Many of us have however been brought up to consider that, if in doubt, it is preferable to adapt than to conflict. Since we can never completely abandon the demands that we learnt during childhood we have to perform a balancing act in order to meet the new demands of acting on our own responsibility. We are required to live in two worlds. This balancing act often has long-term psychic “strains” as a consequence.

My Concept of the Unconscious assumes that many everyday conflicts are symptoms of such strains without the reasons for these inner conflicts ever being recognized. At management level and in teams of staff the reasons for such difficulties may be found in unconscious, long-established and gridlocked behavioural structures. Such high-friction structures of behaviour and organization arise not only in company departments but also in teams of staff in public institutions, teaching staff, and other groups where people work together and are reliant on each other.

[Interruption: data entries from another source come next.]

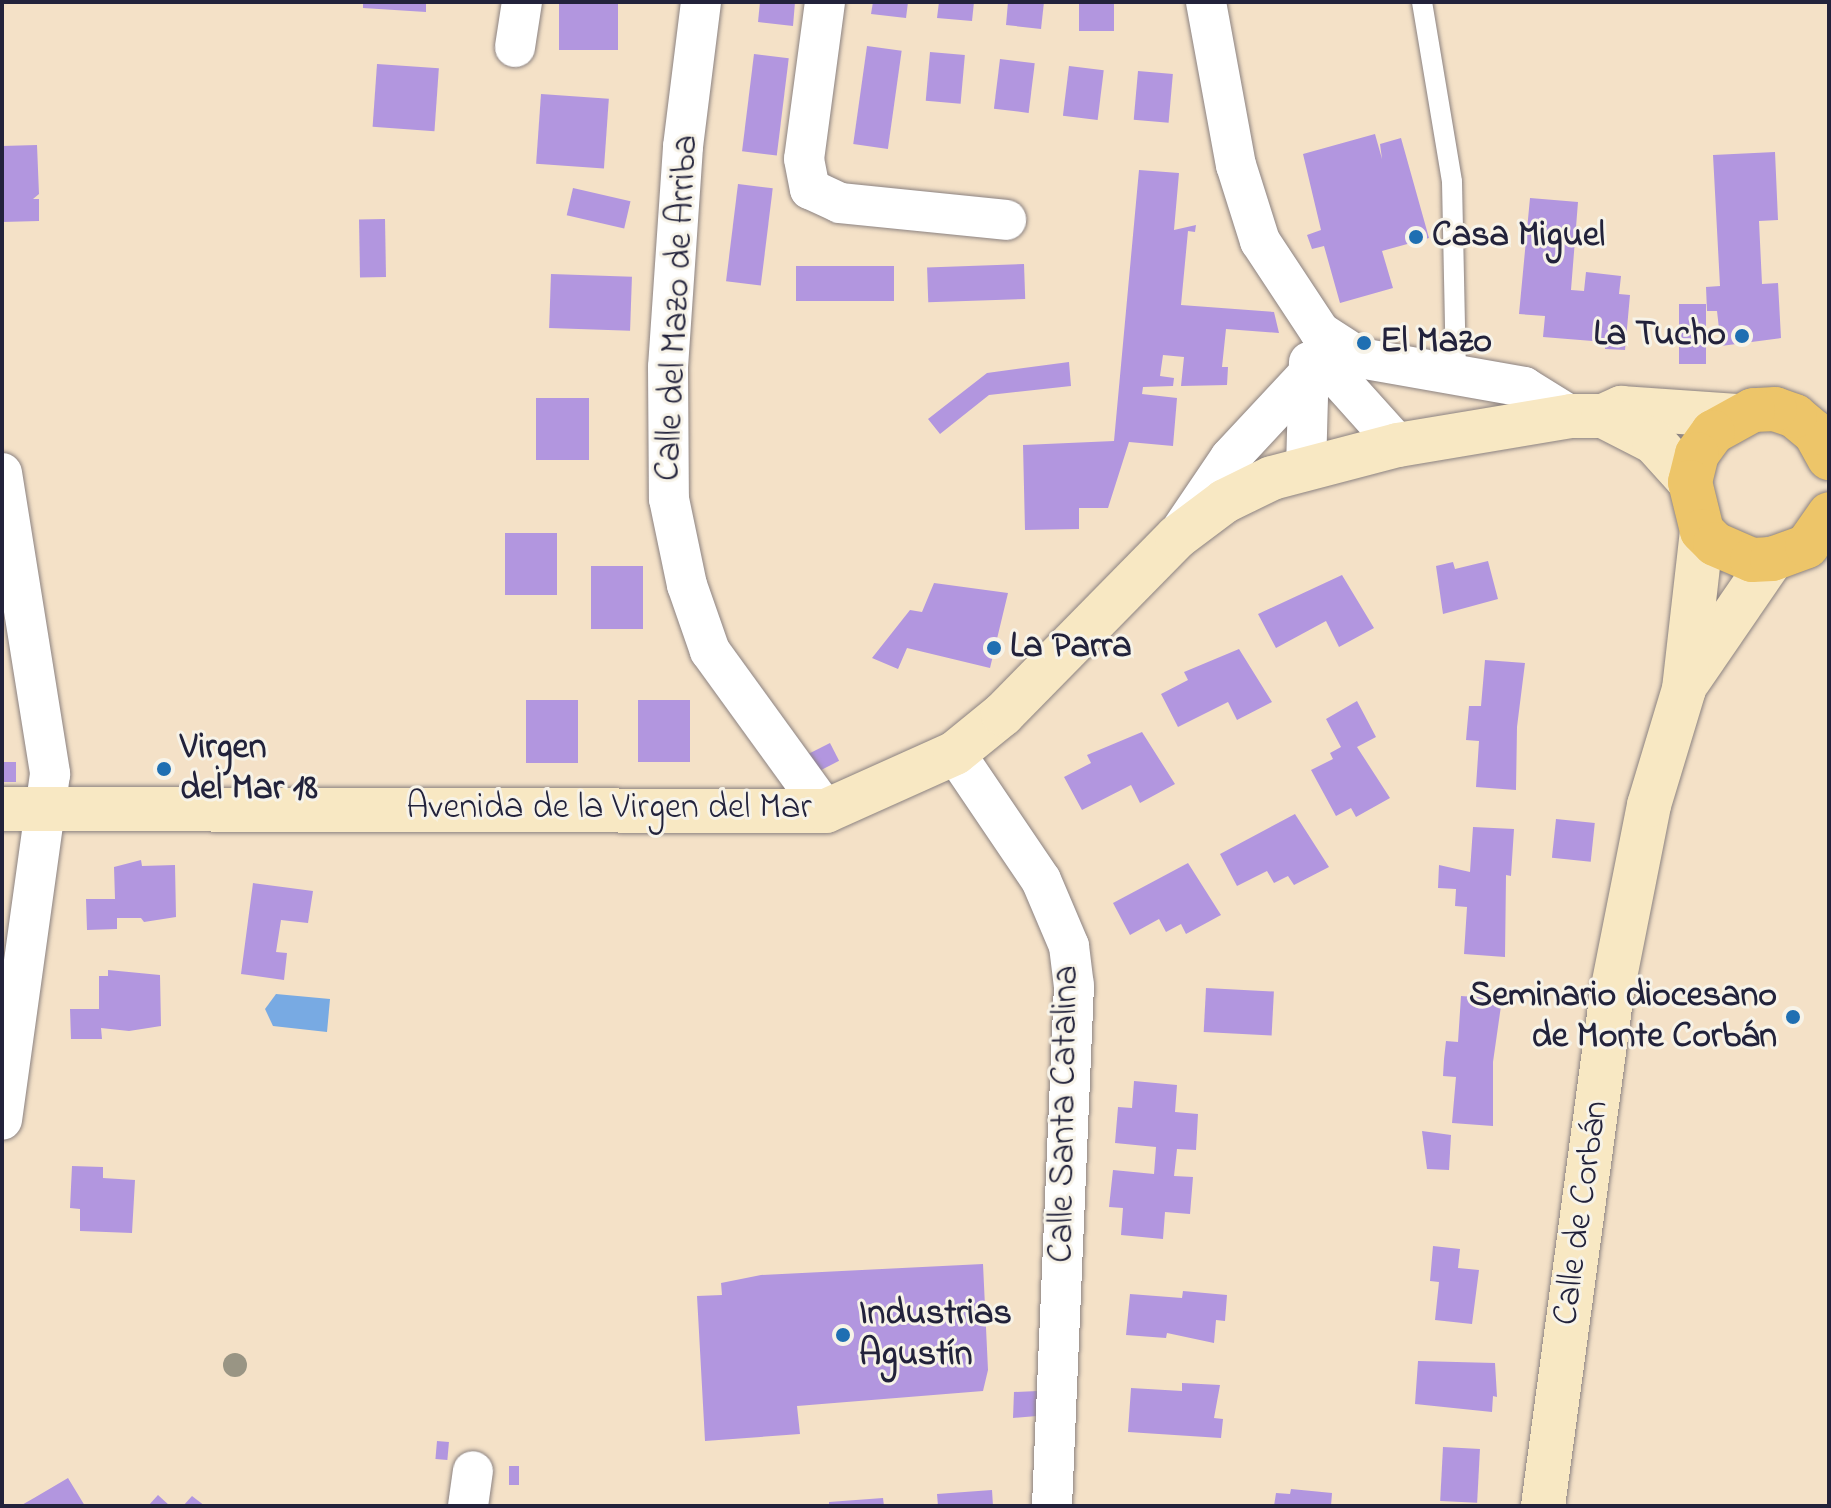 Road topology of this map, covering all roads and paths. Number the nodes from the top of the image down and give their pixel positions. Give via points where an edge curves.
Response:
1 (522, 2) edge
2 (701, 2) edge
3 (825, 2) edge
4 (1206, 2) edge
5 (1422, 2) edge
6 (515, 47) dead end
7 (1006, 220) dead end
8 (1294, 300) junction
9 (1311, 371) junction
10 (1456, 375) junction
11 (1812, 414) edge
12 (1587, 416) junction
13 (1737, 416) junction
14 (1398, 445) junction
15 (1829, 458) edge
16 (1306, 469) junction
17 (2, 473) edge
18 (1690, 482) junction
19 (1829, 514) edge
20 (1702, 531) junction
21 (1177, 537) junction
22 (1772, 559) junction
23 (1684, 689) junction
24 (955, 753) junction
25 (2, 809) edge
26 (46, 809) junction
27 (826, 811) junction
28 (2, 1120) edge
29 (1052, 1506) edge
30 (1543, 1506) edge

1 - 6 street
2 - 27 street, Calle del Mazo de Arriba via 683,147 668,367 669,499 687,585 710,651
3 - 7 street via 804,159 810,189 840,203
4 - 8 street via 1236,165 1260,241
5 - 10 lane via 1452,182
8 - 9 street
8 - 10 street via 1320,332 1360,358
9 - 14 street via 1336,376
9 - 16 street
9 - 21 street via 1230,458
10 - 12 street via 1524,387
11 - 13 main road via 1775,409
11 - 15 main road via 1815,433
12 - 13 main road, Avenida de la Virgen del Mar via 1621,408
12 - 14 main road, Avenida de la Virgen del Mar
12 - 18 main road via 1654,442
13 - 18 main road via 1713,432 1697,454
14 - 16 main road, Avenida de la Virgen del Mar
16 - 21 main road, Avenida de la Virgen del Mar via 1225,501
17 - 26 street via 50,774
18 - 20 main road via 1691,505
19 - 22 main road via 1807,546
20 - 22 main road via 1733,554
20 - 23 main road, Calle de Corbán
21 - 24 main road, Avenida de la Virgen del Mar via 1003,714
22 - 23 main road, Calle de Corbán
23 - 30 main road, Calle de Corbán via 1649,805 1612,992
24 - 27 main road, Avenida de la Virgen del Mar
24 - 29 street, Calle Santa Catalina via 1041,880 1069,946
25 - 26 main road, Avenida de la Virgen del Mar
26 - 27 main road, Avenida de la Virgen del Mar
26 - 28 street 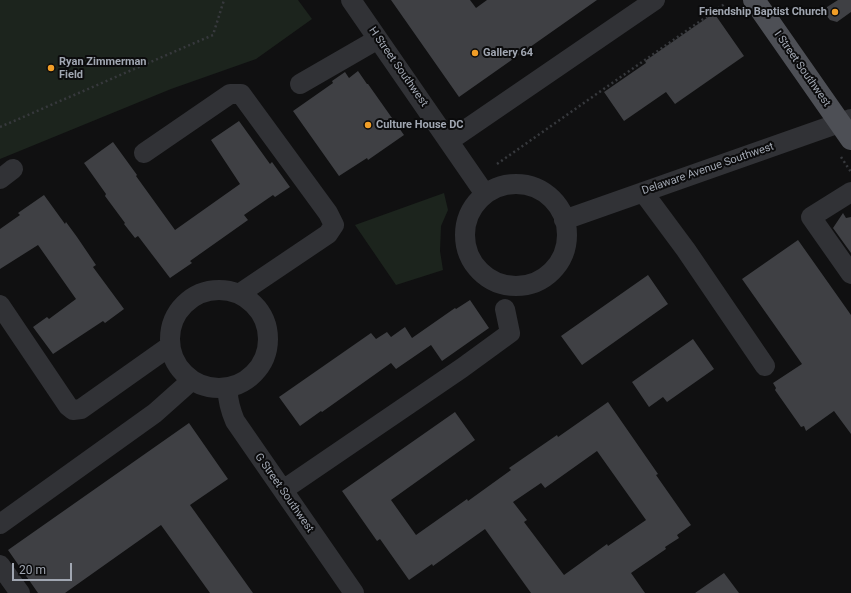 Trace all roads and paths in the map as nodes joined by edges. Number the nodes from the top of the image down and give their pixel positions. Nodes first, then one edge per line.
1 (224, 0) edge
2 (350, 0) edge
3 (655, 0) edge
4 (754, 0) edge
5 (726, 3) dead end
6 (378, 38) junction
7 (300, 84) dead end
8 (0, 127) edge
9 (847, 127) edge
10 (449, 141) junction
11 (144, 153) dead end
12 (497, 164) dead end
13 (847, 166) dead end
14 (851, 172) edge
15 (643, 192) junction
16 (851, 192) edge
17 (485, 194) junction
18 (564, 220) junction
19 (851, 274) edge
20 (240, 294) junction
21 (0, 305) edge
22 (505, 309) dead end
23 (170, 346) junction
24 (765, 366) dead end
25 (192, 380) junction
26 (228, 387) junction
27 (283, 490) junction
28 (0, 524) edge
29 (0, 565) edge
30 (20, 593) edge
31 (354, 593) edge

1 - 8 path
2 - 6 street, H Street Southwest
3 - 10 street
4 - 9 main road, I Street Southwest
5 - 12 path
6 - 7 street
6 - 10 street, H Street Southwest
9 - 15 street, Delaware Avenue Southwest
10 - 17 street, H Street Southwest
11 - 20 street
13 - 14 path
15 - 18 street, Delaware Avenue Southwest
15 - 24 street
16 - 19 street
17 - 18 street
17 - 18 street
20 - 23 street
20 - 26 street
21 - 23 street
22 - 27 street
23 - 25 street
25 - 26 street
25 - 28 street
26 - 27 street, G Street Southwest
27 - 31 street, G Street Southwest
29 - 30 street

They can manifest themselves in various phenomena and symptoms:

  • poor working atmosphere
  • high employee turnover
  • above-average sick leave
  • burn-out symptoms
  • harassment at the workplace
  • loss of motivation among staff
  • leadership conflicts
  • decisions that turn out to be harmful for the company / institution

A psychoanalytically oriented human resources trainer does not present any ready solutions but provokes and encourages executives and teams to make changes which ultimately they have to carry out themselves. If intervention reveals unconscious structures of behaviour and organization then conflicts that constrain cooperation or disturb the well-being of individual members of staff can be understood and processed. This opens up new possibilities for decision-making and action.